The Workers National Democratic Party (WDP) (حزب العمال الديمقراطي) is a workers' political party in Egypt formed shortly after the Egyptian Revolution of 2011. It is backed by the Federation of Egyptian Trade Unions and forms part of the Coalition of Socialist Forces. The party name is sometimes translated in English as Democratic Workers Party, Democratic Labour Party or Labour Democratic Party.

==History==
The party was initiated by the leftist front Hashd and the Revolutionary Socialists (RS) in response to the country's growing strike movement which preceded the revolution. WDP spokesperson Kamal Khalil says "Most leftist attempts to form a party include intellectuals as major players and a number of workers as members... This party aims at having workers as the main players and leaders of the party joined by a number of intellectuals."

==Politics==
Although the RS have been instrumental in the formation of the party, the WDP does not present itself as a revolutionary party. Party officials claim socialist revolution "is not feasible in the current political environment", citing the Egyptian working class' "lack of political experience and the underdevelopment of the labour movement". They instead advocate the re-nationalization of industry and more genuine worker democracy. Although not a self-proclaimed revolutionary party, the WDP cites revolutionary language and theory. For example, on May Day, 2011 - the first May Day after Mubarak - the party chanted "A workers' revolution against the capitalist government" while marching to Tahrir Square. The same day, Hossam el-Hamalawy, a representative of the party, called for "a complete halt to the neoliberal program." And Ahmed Ezzat, one of the founders of the WDP has admitted "Lenin's What is to be Done and April Notes helped shape our strategy, as did Marx's theories". Ezzat has also labeled the Muslim Brotherhood "counter-revolutionaries".

On 10 May 2011, the WDP agreed to enter into a "socialist front" with four other Egyptian leftist groups called the Coalition of Socialist Forces. The new grouping includes the Revolutionary Socialists, the Egyptian Communist Party, The Socialist Party of Egypt and the Popular Democratic Alliance Party.

==Demands==
The party's most important principles are "the respect of all Egyptians' religious beliefs and bringing an end to discrimination on the basis of religion, color or sex." The re-nationalization of industry is one of the WDP's key demands but unlike under Gamal Abdel Nasser, where the heads of state-owned factories were appointed by the President, the WDP calls on workers of these factories to appoint their own managers.
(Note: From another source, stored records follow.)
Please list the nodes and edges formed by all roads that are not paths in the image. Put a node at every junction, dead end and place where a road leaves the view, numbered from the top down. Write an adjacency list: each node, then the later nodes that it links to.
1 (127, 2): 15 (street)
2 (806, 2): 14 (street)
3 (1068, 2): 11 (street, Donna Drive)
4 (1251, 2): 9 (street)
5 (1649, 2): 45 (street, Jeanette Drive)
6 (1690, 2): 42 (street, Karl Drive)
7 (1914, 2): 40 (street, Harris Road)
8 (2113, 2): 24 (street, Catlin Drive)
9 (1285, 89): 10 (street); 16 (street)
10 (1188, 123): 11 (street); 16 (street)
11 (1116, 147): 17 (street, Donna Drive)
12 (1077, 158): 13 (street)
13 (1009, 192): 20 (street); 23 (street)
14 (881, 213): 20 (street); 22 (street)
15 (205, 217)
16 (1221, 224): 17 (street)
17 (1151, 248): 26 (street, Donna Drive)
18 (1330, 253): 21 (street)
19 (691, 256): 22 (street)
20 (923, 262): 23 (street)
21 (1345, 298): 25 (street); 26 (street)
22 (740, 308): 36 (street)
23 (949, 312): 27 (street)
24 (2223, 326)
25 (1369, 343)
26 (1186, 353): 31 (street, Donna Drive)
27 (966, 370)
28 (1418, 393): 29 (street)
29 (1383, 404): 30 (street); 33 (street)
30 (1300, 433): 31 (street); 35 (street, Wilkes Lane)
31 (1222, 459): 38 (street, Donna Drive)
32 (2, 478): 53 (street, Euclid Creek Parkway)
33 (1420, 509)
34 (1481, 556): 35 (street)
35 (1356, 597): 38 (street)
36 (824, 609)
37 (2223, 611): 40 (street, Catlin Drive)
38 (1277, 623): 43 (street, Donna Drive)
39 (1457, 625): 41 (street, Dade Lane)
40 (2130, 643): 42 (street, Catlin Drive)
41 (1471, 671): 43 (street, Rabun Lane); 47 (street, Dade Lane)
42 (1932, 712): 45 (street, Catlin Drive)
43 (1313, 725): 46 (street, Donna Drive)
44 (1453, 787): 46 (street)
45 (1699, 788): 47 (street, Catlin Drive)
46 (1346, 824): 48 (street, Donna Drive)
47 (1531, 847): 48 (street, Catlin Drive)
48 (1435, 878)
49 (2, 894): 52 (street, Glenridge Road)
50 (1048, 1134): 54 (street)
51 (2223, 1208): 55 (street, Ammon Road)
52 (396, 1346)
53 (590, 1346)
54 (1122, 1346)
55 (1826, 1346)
The WDP stands for abolishing privatization and monopoly policies, and redirecting development plans to benefit "underserved social classes". The party is also coordinating with other forces to establish a higher minimum wage for Egyptian workers, the establishment of trade unions independent of the state, and to improve working conditions in all workplaces. They are also calling for "combating administrative corruption and reevaluating Egypt’s economic ties to Israel". Their slogan is "the workers must be united".

==Legality==
Under the current Political Parties Law, the WDP may not acquire official recognition, due to the law banning parties forming on a class basis. Also, party leaders are required to raise at least to publish the names of at least 5,000 founders in two widely circulated dailies. The WDP sees this as the Supreme Council of the Armed Forces way of discriminating against the poor and labour movement: "This shows that the old mentality is still there and that the government is siding with businessmen rather than workers." The WDP is expected to defy the legislation and launch their party as soon as they recruit at least 10,000 workers and 10,000 farmers.